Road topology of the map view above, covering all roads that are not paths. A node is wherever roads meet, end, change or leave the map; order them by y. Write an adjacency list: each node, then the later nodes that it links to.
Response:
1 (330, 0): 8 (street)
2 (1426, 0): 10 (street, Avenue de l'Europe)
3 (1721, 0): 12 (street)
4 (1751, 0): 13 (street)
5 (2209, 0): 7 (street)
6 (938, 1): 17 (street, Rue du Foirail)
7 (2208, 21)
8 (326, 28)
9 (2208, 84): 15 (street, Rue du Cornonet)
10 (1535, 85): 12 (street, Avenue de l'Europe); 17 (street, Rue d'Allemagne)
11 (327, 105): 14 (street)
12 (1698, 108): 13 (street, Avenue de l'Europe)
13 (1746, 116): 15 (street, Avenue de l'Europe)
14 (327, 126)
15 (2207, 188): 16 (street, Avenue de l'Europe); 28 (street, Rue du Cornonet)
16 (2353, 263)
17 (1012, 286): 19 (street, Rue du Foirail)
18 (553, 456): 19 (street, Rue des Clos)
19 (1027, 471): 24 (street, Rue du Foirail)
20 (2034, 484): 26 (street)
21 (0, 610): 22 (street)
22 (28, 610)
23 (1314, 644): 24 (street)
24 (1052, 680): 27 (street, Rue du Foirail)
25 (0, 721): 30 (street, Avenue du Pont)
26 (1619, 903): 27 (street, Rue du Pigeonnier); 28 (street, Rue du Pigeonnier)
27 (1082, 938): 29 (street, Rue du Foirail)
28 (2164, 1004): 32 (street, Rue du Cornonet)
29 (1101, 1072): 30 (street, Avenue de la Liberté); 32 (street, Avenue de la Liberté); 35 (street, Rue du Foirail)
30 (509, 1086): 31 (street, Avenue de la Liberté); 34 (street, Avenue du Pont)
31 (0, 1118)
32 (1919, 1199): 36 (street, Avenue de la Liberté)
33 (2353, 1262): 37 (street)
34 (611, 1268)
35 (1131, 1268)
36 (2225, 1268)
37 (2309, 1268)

──────

▸ DIRECTIONS:
Filter the lines above so that only those with the string "Cornonet" remain, then copy them.

▸ RESPONSE TO THIS TASK:
9 (2208, 84): 15 (street, Rue du Cornonet)
15 (2207, 188): 16 (street, Avenue de l'Europe); 28 (street, Rue du Cornonet)
28 (2164, 1004): 32 (street, Rue du Cornonet)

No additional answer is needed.